_WHAT THE TASK ASKS_
Each line below with the word "after" needs to be copied.

*** Opening PROVIDED ENTRIES ***

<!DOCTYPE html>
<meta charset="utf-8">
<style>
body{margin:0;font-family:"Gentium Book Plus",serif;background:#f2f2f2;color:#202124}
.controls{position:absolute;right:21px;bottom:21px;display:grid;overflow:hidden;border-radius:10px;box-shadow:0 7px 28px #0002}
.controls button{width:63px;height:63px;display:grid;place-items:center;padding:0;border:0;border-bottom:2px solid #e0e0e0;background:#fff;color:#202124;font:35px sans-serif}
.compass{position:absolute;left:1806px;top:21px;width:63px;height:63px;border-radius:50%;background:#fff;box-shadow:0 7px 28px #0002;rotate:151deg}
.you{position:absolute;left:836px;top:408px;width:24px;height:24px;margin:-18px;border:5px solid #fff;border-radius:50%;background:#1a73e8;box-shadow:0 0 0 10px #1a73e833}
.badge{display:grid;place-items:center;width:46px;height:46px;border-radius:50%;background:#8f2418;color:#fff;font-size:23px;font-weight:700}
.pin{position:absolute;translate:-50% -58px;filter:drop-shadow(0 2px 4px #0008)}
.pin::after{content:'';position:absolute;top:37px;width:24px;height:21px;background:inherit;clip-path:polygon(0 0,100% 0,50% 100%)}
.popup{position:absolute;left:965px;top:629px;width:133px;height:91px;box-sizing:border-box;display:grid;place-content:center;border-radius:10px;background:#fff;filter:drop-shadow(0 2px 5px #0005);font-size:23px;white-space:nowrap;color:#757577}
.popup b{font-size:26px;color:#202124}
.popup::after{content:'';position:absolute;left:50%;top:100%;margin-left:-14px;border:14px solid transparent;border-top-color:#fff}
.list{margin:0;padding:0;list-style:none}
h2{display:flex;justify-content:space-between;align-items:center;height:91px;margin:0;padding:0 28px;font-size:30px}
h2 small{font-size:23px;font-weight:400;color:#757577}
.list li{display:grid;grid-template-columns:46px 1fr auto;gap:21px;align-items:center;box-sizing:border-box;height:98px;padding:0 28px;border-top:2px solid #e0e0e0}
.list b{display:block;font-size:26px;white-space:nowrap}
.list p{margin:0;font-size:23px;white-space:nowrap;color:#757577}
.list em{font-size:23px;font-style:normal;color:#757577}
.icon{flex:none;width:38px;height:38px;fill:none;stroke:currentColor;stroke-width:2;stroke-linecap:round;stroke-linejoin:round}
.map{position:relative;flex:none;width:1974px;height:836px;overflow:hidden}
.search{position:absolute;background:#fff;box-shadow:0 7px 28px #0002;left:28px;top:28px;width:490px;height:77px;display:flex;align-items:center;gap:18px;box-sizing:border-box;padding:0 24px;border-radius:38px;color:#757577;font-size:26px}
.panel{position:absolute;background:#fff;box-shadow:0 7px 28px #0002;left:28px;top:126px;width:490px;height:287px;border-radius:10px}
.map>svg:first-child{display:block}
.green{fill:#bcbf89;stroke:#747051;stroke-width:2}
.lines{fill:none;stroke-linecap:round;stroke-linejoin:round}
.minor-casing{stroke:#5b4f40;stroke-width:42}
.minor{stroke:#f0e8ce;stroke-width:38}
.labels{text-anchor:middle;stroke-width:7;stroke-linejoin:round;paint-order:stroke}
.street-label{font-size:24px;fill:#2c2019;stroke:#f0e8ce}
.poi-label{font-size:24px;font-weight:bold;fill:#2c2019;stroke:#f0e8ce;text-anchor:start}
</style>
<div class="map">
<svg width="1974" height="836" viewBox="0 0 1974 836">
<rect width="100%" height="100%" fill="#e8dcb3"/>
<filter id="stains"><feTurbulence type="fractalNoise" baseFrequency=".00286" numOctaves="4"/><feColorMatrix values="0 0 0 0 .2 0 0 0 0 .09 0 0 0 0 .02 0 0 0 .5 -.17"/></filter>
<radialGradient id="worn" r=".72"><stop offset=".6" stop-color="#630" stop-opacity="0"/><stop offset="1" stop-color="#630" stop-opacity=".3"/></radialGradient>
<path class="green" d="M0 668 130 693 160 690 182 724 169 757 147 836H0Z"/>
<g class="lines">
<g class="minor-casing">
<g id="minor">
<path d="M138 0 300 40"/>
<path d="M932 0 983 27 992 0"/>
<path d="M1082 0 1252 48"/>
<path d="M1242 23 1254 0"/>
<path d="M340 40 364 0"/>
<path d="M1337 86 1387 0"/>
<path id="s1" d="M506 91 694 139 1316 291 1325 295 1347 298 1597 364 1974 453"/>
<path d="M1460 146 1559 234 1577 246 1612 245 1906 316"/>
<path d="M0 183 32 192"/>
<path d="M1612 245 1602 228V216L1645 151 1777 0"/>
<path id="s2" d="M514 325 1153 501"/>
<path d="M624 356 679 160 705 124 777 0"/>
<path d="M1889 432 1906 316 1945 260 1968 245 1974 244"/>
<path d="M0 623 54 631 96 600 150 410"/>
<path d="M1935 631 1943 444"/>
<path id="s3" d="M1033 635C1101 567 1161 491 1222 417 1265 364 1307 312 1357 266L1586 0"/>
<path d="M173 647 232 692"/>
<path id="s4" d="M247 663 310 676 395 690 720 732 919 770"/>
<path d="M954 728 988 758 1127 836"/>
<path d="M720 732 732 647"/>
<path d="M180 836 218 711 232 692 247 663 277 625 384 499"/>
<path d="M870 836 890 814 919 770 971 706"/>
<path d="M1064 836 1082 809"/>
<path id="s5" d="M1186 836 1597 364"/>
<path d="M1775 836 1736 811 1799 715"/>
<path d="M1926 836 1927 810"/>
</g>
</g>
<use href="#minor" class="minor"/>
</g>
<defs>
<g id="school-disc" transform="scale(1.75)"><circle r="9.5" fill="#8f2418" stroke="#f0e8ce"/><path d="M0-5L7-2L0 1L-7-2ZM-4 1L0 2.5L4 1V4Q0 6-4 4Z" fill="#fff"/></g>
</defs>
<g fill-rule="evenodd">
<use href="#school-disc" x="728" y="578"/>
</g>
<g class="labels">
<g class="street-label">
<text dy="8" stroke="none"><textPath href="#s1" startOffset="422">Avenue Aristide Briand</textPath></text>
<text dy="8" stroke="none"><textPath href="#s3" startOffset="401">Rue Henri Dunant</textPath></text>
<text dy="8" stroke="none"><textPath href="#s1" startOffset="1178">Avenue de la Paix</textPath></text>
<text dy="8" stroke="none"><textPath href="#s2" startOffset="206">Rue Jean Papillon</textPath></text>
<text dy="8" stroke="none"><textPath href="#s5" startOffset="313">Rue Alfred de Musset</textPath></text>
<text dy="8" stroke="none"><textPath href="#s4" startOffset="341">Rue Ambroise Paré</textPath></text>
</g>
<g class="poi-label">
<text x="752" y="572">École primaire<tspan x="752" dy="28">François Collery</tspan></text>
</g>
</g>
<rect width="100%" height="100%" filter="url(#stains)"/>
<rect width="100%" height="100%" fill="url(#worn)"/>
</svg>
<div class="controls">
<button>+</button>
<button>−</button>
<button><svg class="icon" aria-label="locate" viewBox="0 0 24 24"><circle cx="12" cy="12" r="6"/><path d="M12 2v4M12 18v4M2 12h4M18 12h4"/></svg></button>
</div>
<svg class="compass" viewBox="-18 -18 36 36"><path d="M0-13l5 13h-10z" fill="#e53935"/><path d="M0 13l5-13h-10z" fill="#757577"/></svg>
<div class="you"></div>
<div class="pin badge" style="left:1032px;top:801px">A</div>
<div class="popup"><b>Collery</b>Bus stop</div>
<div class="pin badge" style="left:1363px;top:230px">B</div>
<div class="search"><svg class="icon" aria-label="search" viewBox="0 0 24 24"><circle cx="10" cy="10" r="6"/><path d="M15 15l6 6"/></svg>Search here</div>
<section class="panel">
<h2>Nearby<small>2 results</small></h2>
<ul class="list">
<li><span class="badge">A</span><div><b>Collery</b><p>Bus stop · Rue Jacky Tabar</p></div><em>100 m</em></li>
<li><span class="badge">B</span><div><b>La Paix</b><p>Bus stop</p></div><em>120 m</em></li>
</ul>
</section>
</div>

*** Closing PROVIDED ENTRIES ***

_SOLUTION TO THIS EXERCISE_
.pin::after{content:'';position:absolute;top:37px;width:24px;height:21px;background:inherit;clip-path:polygon(0 0,100% 0,50% 100%)}
.popup::after{content:'';position:absolute;left:50%;top:100%;margin-left:-14px;border:14px solid transparent;border-top-color:#fff}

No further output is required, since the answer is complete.